Woody Guthrie

Complete catalogs trump career overviews

Boxing Day

Woody Guthrie

Woody at 100 (Smithsonian Folkways)

Oklahoma's quiet prophet, the godfather of protest folk, would've turned 100 this year, so it's hard not to consider all the magnanimous, demigod glamour that Woody Guthrie might have enjoyed today if Huntington's disease hadn't sapped him dry back in 1967. Woody at 100 doesn't aim to be the definitive, exhaustive guide to Guthrie's singular legacy; it's far too egalitarian for such ambitions.
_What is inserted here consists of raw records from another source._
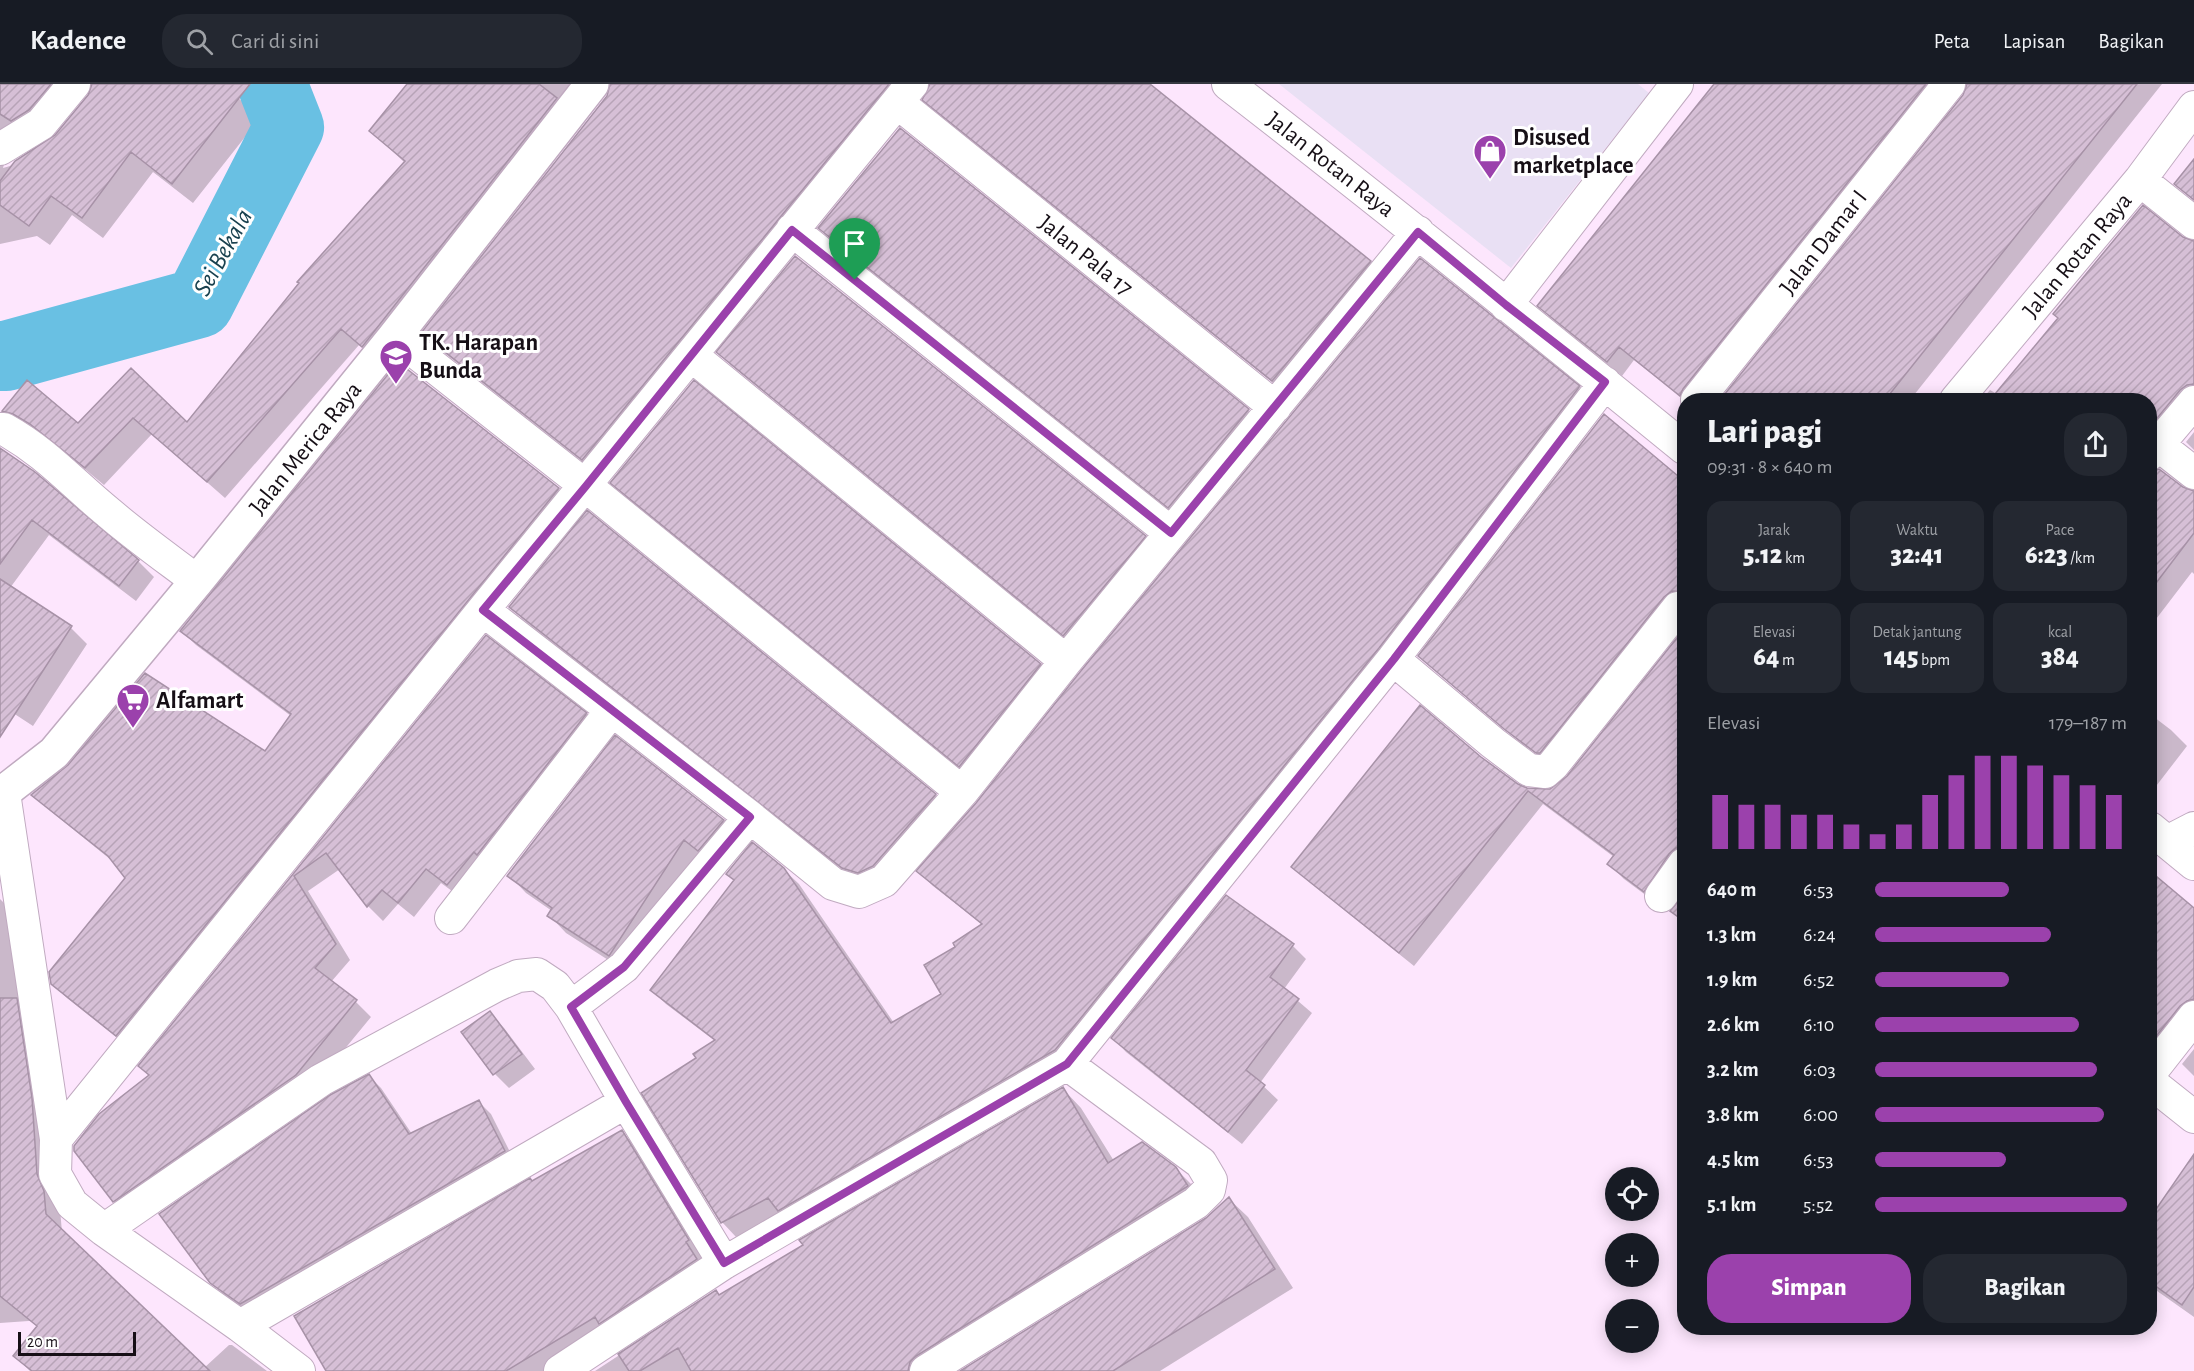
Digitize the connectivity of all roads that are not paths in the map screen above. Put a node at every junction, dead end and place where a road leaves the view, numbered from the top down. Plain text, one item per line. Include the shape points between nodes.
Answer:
1 (74, 84) edge
2 (592, 84) edge
3 (1228, 84) edge
4 (1677, 84) edge
5 (1949, 84) edge
6 (905, 93) edge
7 (2194, 107) edge
8 (0, 149) edge
9 (2140, 180) junction
10 (2194, 223) edge
11 (792, 230) junction
12 (1418, 232) junction
13 (1506, 305) junction
14 (395, 336) junction
15 (691, 356) junction
16 (1605, 382) junction
17 (1703, 393) edge
18 (1962, 393) edge
19 (2194, 402) edge
20 (1275, 407) junction
21 (0, 429) edge
22 (1677, 432) edge
23 (2157, 444) edge
24 (2157, 451) edge
25 (2194, 473) edge
26 (586, 486) junction
27 (1171, 533) junction
28 (197, 581) junction
29 (1677, 609) edge
30 (483, 610) junction
31 (1394, 659) junction
32 (1066, 661) junction
33 (612, 710) junction
34 (962, 792) junction
35 (2, 794) edge
36 (750, 817) junction
37 (2170, 833) edge
38 (2194, 864) edge
39 (1677, 874) edge
40 (1661, 896) dead end
41 (451, 918) dead end
42 (571, 1007) junction
43 (2194, 1017) edge
44 (1067, 1064) junction
45 (2157, 1064) edge
46 (2157, 1088) edge
47 (626, 1102) junction
48 (2194, 1117) edge
49 (56, 1139) junction
50 (104, 1230) junction
51 (724, 1263) junction
52 (240, 1326) junction
53 (299, 1371) edge
54 (560, 1371) edge
55 (926, 1371) edge

1 - 8 street via 41,124
2 - 14 street, Jalan Merica Raya
3 - 12 street, Jalan Rotan Raya
4 - 13 street
5 - 17 street, Jalan Damar I
6 - 11 street
6 - 20 street, Jalan Pala 17
7 - 9 street, Jalan Rotan Raya
9 - 10 street
9 - 18 street, Jalan Rotan Raya
11 - 15 street
11 - 27 street
12 - 13 street, Jalan Rotan Raya
12 - 20 street
13 - 16 street, Jalan Rotan Raya
14 - 26 street
14 - 28 street, Jalan Merica Raya
15 - 26 street
15 - 32 street
16 - 22 street, Jalan Rotan Raya
16 - 31 street
19 - 23 street
20 - 27 street
21 - 28 street via 30,443 108,513
24 - 25 street
26 - 30 street
26 - 34 street
27 - 32 street
28 - 35 street, Jalan Merica Raya via 54,753
29 - 31 street via 1545,772 1529,770
30 - 33 street
30 - 49 street
31 - 44 street
32 - 34 street
33 - 36 street
33 - 41 street
34 - 36 street via 884,880 859,892 833,884
35 - 49 street
36 - 42 street via 624,967
37 - 38 street
39 - 40 street
42 - 47 street
42 - 50 street via 555,986 537,974 518,976 497,985 321,1080
43 - 45 street
44 - 51 street
44 - 55 street via 1201,1163 1211,1180 1209,1190 1196,1203
46 - 48 street
47 - 51 street
47 - 52 street
49 - 50 street via 55,1174 72,1204
50 - 52 street
51 - 54 street
52 - 53 street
Instead, the Smithsonian's latest rendezvous culls from a vast catalog that which is most essential. In three CDs, 57 songs, and a biographical book, the classics stack up: "This Land Is Your Land," "Pretty Boy Floyd," "I Ain't Got No Home (In This World Anymore)," and "Do Re Mi." Woody at 100 also shows off newly excavated fragments from a career that seems incapable of running out of secrets. Along with radio performances recaptured from the early Forties, there are songs dating back to the genesis of Guthrie's career. Off-handed, ragged, and perhaps never made for human consumption, the most notable discovery is "Goodnight Little Cathy," a barely-there lullaby for his daughter who died in a house fire a short time later. Ultimately, you can't tell the story of Woody Guthrie in a straight line. He has no grand artistic movements, no doomed collaborations, no botched revivals. He was first and foremost a social folklorist, always moving, always writing. If Woody at 100 succeeds, it's because it resists being the Answer.